Au fond Malthus n’est-il pas le premier écologiste, lui qui n’hésite pas à évoquer la question des limites ? Voici ce qu’écrit en 1992 Jean-Paul Maréchal à la dernière page de son introduction.
« Avant un retour sur le texte qui se révèle indispensable, il nous a paru utile, pour finir, d’examiner une question récurrente qui poursuit l’auteur de l’Essai et dont contre toute apparence le sens est finalement ambigu : Malthus a-t-il eu raison ? A-t-il été « confirmé » ou « démenti » par les faits ? quelle est en d’autres termes son « actualité » ?

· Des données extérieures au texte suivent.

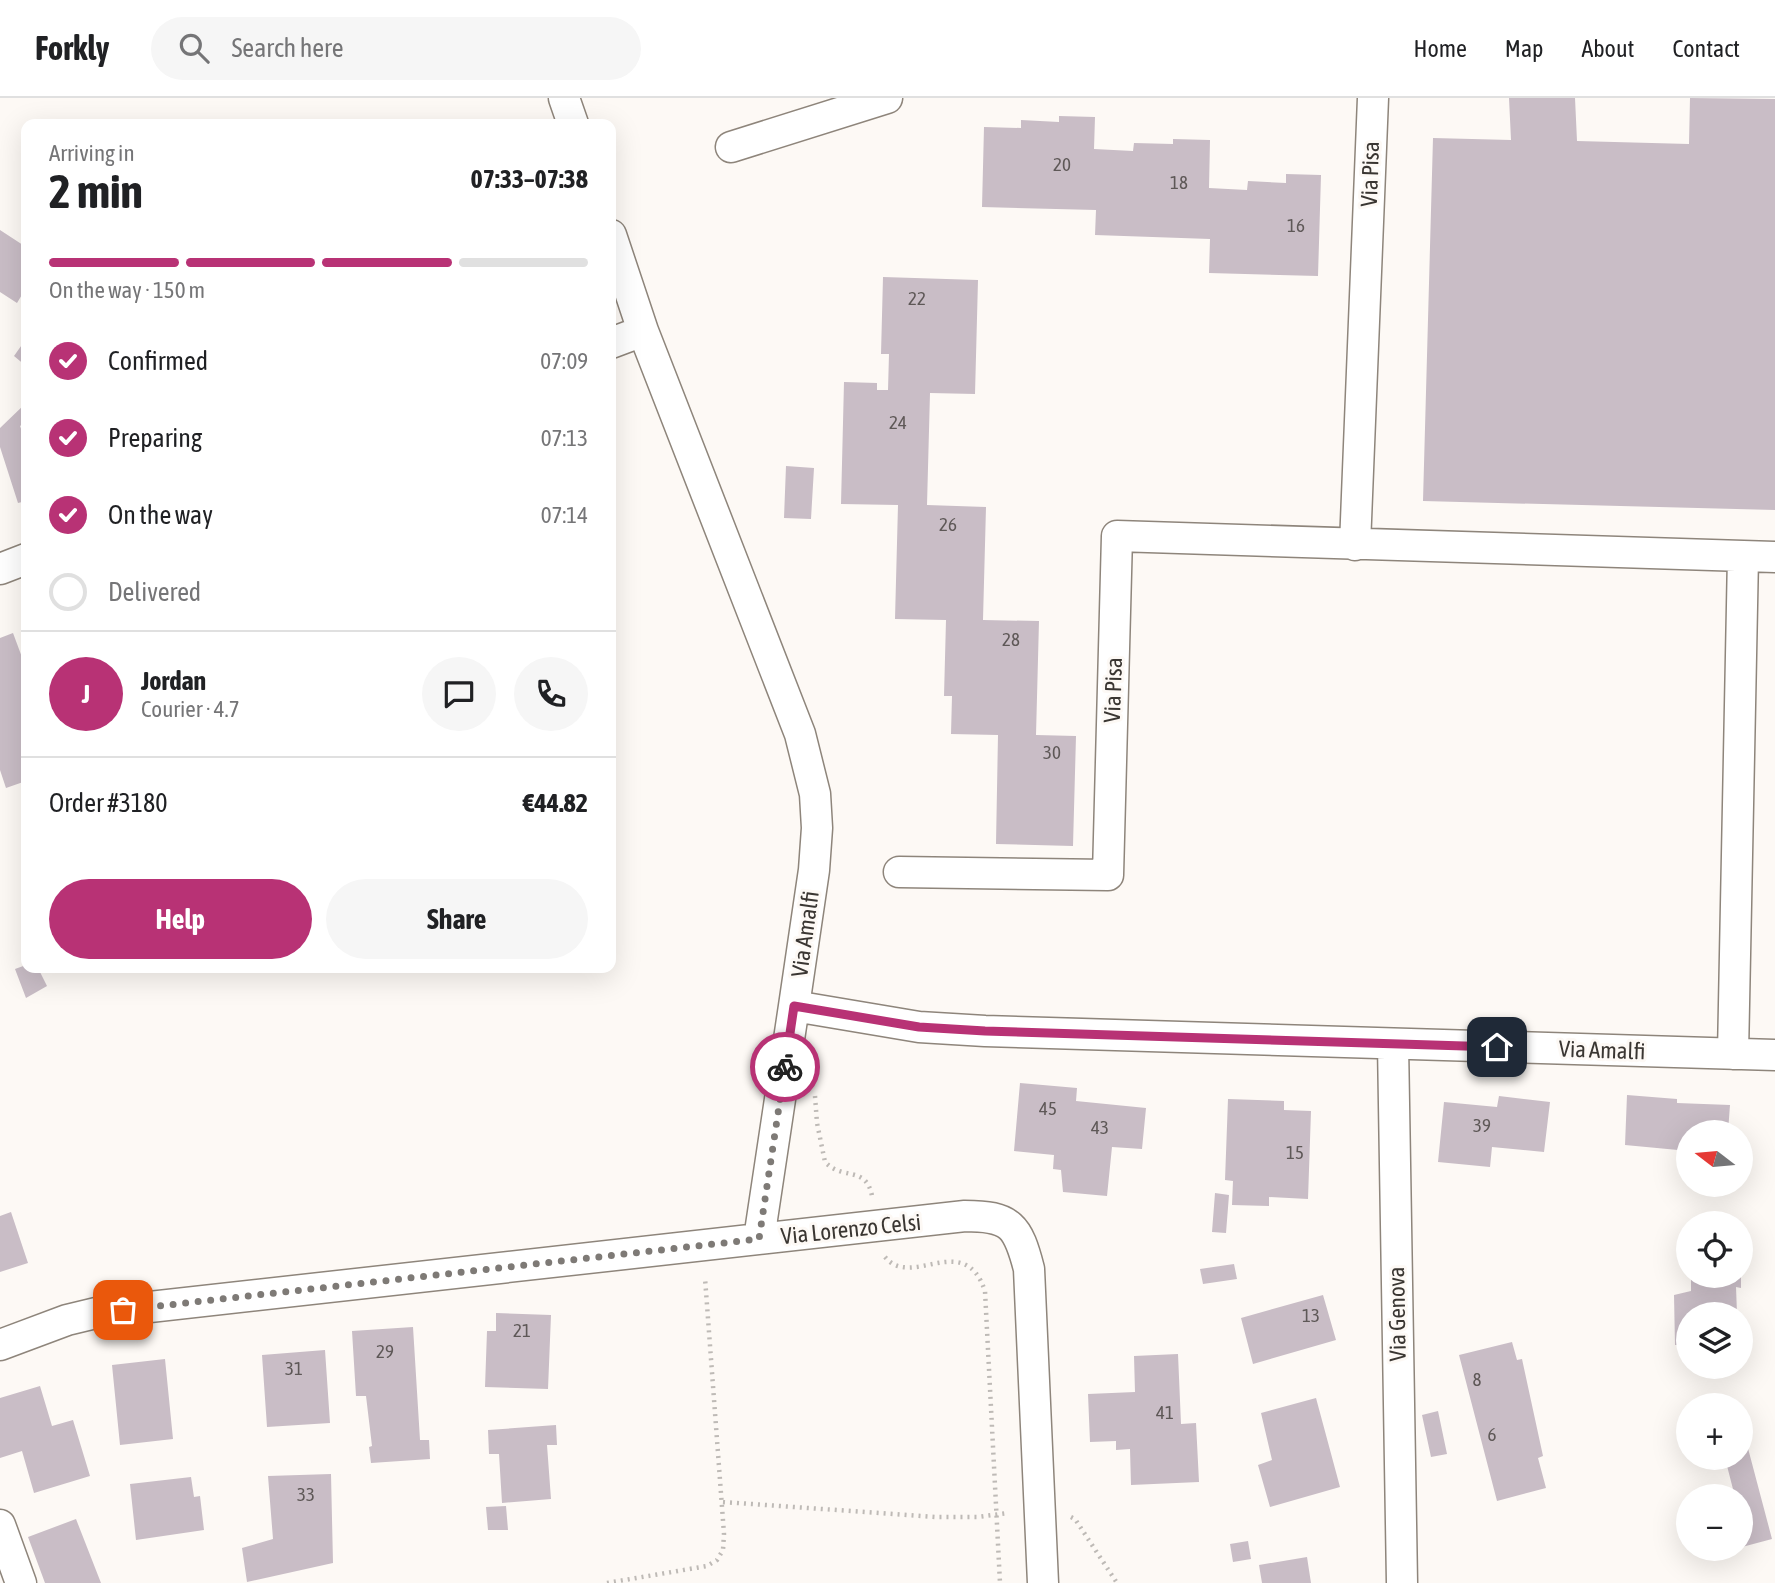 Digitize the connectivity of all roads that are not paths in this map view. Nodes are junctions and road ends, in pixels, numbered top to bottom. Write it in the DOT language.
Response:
graph roads {
  1 [pos="564,98"];
  2 [pos="887,98"];
  3 [pos="1373,98"];
  4 [pos="571,119"];
  5 [pos="731,147"];
  6 [pos="616,250"];
  7 [pos="643,331"];
  8 [pos="616,341"];
  9 [pos="1355,545"];
  10 [pos="1743,556"];
  11 [pos="1775,557"];
  12 [pos="21,561"];
  13 [pos="0,569"];
  14 [pos="899,872"];
  15 [pos="794,1006"];
  16 [pos="1393,1044"];
  17 [pos="1733,1054"];
  18 [pos="1775,1055"];
  19 [pos="759,1239"];
  20 [pos="0,1345"];
  21 [pos="0,1525"];
  22 [pos="21,1583"];
  23 [pos="1043,1583"];
  24 [pos="1402,1583"];
  1 -- 4 [label="street"];
  2 -- 5 [label="street"];
  3 -- 9 [label="street, Via Pisa"];
  6 -- 7 [label="street, Via Amalfi"];
  7 -- 8 [label="street"];
  7 -- 15 [label="street, Via Amalfi"];
  9 -- 10 [label="street, Via Pisa"];
  9 -- 14 [label="street, Via Pisa"];
  10 -- 11 [label="street, Via Pisa"];
  10 -- 17 [label="street"];
  12 -- 13 [label="street"];
  15 -- 16 [label="street, Via Amalfi"];
  15 -- 19 [label="street"];
  16 -- 17 [label="street, Via Amalfi"];
  16 -- 24 [label="street, Via Genova"];
  17 -- 18 [label="street, Via Amalfi"];
  19 -- 20 [label="street, Via Lorenzo Celsi"];
  19 -- 23 [label="street, Via Lorenzo Celsi"];
  21 -- 22 [label="street"];
}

Pour certains, la cause est entendue. Malthus n’a pas vu la révolution industrielle et ses extraordinaires potentialités tandis que les catastrophes annoncées ne sont pas survenues. Avec lui l’économie politique est irrémédiablement la « science du lugubre » comme la désignait Carlyle après avoir lu l’Essai. A considérer cet ouvrage sous l’angle exclusivement prévisionniste ou de manière superficielle, un tel raisonnement est recevable. Malthus est alors à ranger dans la grande réserve de la bibliothèque des idées comme représentant d’une espèce à jamais étrangère aux préoccupations du monde d’aujourd’hui.

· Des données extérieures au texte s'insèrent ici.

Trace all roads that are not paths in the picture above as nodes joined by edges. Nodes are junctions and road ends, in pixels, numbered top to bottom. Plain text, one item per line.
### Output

Mais si l’on pense au contraire que la substance de l’Essai réside dans l’avertissement que la Terre constitue un espace clos et un fonds borné, alors Malthus précède d’un siècle et demi le Club de Rome et ses courbes exponentielles (2) . La catastrophe démographique n’est pas survenue, non parce que la Terre pourrait nourrir n’importe quelle population, mais parce que jusqu’à présent, le développement économique a pu suivre la croissance des besoins. Or, il apparait depuis quelques années que cette expansion que l’on croyait indéfiniment perpétuable butte sur la double limite de l’épuisement des ressources naturelles et des capacités de régénération du milieu. Et l’on découvre, surexploitation pétrolière, micropollution, pollution globale et déforestation à l’appui, que la sphère des activités économiques est dépendante de la reproduction de la biosphère.

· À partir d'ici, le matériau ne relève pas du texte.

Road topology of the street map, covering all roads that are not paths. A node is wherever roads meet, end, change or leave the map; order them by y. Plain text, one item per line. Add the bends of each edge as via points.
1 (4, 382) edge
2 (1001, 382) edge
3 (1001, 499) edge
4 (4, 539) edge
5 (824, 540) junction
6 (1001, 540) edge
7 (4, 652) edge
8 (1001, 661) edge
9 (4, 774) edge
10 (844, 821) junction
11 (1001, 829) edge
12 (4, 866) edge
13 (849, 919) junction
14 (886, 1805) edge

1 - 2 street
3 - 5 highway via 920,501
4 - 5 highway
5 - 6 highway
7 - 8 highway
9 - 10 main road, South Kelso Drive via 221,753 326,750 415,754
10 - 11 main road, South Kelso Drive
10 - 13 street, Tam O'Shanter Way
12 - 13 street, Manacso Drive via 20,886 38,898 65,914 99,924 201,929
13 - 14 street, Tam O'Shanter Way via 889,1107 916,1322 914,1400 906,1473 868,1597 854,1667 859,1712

Le principe de population ressurgit là où on l’attendait le moins : dans l’air, dans l’eau, et dans les sols. Malthus « l’empiriste » contre Riccardo « le théorique » prend une revanche qu’il n’aurait sans doute jamais imaginée. Au moment où l’homme met en péril les conditions de sa propre survie, Malthus rappelle la nécessité d’une pensée des limites, d’une interrogation de la finitude face à l’extension du royaume de la marchandise et à l’hybris technoscientifique de cette fin de millénaire. »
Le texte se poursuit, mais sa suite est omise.